Soil salinization and greenhouse gas emissions are major global environmental concerns. The extent of salinization and associated negative effects on soils and crop yields make the reclamation of these soils an international priority. With increasing interest in the use of organic amendments for remediating salt-affected soils, it is important to investigate their interactive effects on soil biogeochemical processes including greenhouse gas emissions, particularly carbon dioxide (CO2) and nitrous oxide (N2O). The objectives of this dissertation are to: 1) evaluate the effects of soil salinity, temperature, and carbon availability from organic amendments on CO2, N2O, and N2 emissions; 2) determine the effect of changes in salinity and temperature on soil mineral N concentration from salt-affected soils following organic amendment applications; and 3) determine whether CO2 and N2O emissions under field conditions were comparable qualitatively to those observed in the laboratory incubation studies. Organic amendments used in this research included: active greenwaste (AGW), cured greenwaste compost (CGW), active dairy manure (ADM), and cured dairy manure compost (CDM). The methods used in this research included monitoring CO2 and N2O emissions, estimating N2 emissions using acetylene block technique, and analysis of soil mineral N concentrations in the laboratory and field studies.

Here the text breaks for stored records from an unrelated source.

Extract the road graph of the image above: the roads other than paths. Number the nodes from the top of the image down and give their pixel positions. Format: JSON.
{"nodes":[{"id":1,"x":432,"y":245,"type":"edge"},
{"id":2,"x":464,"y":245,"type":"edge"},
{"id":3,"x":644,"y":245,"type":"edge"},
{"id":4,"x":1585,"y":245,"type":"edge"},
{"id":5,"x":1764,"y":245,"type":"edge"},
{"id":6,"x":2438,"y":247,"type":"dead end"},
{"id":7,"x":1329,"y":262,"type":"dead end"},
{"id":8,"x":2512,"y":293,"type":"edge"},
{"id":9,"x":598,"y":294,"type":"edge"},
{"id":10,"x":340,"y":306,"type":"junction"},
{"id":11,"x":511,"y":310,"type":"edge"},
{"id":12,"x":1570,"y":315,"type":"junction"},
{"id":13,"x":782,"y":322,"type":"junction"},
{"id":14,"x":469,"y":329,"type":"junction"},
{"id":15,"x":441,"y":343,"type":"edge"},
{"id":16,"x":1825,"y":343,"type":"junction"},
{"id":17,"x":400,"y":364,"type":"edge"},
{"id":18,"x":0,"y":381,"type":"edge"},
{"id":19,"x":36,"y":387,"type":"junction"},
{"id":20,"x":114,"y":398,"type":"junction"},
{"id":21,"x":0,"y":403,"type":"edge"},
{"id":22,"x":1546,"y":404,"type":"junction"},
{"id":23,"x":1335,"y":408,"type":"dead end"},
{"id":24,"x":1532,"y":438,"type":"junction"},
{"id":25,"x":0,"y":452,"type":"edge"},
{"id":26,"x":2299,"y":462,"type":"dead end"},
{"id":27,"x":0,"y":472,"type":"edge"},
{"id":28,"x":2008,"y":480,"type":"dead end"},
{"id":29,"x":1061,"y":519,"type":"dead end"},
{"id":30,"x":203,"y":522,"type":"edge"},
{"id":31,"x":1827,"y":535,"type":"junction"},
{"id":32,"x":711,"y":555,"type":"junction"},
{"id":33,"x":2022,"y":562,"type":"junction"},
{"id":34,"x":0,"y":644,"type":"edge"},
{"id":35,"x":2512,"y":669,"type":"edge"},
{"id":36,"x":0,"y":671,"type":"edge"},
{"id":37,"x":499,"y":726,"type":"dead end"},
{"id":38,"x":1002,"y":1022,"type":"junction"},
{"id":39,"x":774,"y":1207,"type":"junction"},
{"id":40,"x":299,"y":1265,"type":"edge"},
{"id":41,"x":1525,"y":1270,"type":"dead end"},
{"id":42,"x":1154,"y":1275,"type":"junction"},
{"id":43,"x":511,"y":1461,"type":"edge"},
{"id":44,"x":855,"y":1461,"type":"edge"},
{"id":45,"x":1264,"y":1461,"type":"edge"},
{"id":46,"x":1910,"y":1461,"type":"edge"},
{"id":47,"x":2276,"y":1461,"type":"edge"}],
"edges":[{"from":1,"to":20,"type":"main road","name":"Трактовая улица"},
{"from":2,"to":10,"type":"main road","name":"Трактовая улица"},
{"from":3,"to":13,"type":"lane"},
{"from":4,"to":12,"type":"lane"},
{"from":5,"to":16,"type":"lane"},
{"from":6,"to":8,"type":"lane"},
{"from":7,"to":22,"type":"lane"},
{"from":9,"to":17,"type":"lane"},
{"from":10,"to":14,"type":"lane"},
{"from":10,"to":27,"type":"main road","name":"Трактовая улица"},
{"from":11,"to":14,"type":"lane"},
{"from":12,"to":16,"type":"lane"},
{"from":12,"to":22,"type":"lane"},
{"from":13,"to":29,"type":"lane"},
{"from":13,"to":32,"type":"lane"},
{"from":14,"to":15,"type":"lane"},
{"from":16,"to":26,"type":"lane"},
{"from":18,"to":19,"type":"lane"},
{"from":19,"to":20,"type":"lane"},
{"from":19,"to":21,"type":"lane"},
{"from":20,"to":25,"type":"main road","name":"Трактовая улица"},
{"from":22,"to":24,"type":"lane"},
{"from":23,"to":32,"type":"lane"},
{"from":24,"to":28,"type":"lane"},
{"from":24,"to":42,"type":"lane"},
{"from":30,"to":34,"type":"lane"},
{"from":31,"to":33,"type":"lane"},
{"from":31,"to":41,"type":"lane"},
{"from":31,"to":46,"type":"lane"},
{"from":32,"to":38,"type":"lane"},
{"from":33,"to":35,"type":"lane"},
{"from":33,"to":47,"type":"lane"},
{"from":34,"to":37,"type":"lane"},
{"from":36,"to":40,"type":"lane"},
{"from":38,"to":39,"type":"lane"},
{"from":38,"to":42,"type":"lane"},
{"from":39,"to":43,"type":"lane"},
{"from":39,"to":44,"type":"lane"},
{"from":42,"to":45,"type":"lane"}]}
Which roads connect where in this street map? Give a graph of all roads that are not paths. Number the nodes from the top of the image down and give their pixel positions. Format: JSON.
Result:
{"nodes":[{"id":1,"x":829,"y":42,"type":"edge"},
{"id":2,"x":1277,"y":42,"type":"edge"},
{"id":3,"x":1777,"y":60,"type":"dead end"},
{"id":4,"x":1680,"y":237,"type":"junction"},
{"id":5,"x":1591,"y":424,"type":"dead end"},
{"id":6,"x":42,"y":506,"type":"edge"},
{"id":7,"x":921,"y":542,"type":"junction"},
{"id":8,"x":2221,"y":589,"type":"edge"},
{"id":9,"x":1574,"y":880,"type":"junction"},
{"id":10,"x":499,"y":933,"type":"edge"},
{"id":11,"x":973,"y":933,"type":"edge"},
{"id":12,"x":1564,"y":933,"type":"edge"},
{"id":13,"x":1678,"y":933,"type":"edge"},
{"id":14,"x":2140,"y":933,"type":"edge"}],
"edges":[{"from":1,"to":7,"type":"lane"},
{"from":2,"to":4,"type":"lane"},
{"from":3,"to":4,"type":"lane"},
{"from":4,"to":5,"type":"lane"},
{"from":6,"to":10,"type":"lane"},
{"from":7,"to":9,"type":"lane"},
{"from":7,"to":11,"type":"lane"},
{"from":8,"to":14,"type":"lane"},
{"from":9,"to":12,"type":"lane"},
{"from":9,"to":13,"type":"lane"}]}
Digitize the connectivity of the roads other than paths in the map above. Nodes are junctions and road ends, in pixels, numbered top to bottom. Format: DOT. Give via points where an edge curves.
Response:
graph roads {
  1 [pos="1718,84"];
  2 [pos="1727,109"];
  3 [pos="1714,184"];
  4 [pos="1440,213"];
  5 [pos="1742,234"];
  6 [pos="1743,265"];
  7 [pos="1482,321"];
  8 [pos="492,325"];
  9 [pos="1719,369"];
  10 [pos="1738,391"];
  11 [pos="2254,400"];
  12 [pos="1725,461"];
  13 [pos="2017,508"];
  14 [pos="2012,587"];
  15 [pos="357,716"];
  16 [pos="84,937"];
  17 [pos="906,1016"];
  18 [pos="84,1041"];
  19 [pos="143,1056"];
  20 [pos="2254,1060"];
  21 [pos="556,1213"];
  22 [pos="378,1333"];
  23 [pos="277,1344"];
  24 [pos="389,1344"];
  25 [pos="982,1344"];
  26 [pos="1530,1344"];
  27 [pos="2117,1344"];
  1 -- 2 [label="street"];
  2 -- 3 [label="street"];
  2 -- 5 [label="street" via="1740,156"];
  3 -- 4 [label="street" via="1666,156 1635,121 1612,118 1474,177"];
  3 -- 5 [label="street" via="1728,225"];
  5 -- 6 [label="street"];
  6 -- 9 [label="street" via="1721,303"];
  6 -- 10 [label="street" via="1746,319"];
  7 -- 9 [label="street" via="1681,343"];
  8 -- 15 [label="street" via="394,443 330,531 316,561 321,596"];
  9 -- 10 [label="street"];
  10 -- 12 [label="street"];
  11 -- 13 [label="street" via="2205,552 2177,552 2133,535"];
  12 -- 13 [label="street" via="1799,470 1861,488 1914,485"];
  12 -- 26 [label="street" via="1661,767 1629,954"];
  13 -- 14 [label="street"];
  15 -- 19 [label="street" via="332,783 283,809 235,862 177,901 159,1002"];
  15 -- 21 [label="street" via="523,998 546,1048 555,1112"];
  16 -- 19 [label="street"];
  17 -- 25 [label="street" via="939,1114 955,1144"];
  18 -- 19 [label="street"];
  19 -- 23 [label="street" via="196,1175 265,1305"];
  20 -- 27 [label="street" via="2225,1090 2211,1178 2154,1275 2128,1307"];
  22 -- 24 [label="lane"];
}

Results from laboratory incubations showed that increases in soil salinity enhanced cumulative N2O-N losses but decreased cumulative CO2-C and N2 emissions and N2 to N2O-N ratios. Increases in soil temperatures greatly enhanced cumulative CO2-C, N2O-N, and N2 emissions and ratios of N2 to N2O-N from all treatments. In the field, results validated the laboratory findings that active organic materials, particularly AGW, reduced N2O emissions compared to cured amendments. In general, dairy manure amendments produced higher N2O emissions relative to the greenwaste treatments. In both laboratory and field studies, soils amended with greenwaste materials had lower soil nitrate concentrations compared to those treated with dairy manure amendments.
Overall, this work showed that soil salinization resulted in greater N2O emissions following organic amendment applications. Nitrous oxide emissions are dependent on climatic conditions (e.g., precipitation and temperature), soil properties (e.g., electrical conductivity, microbial respiration, and nitrate concentration), organic amendment properties (e.g., feedstock and processing stage), and their interactions.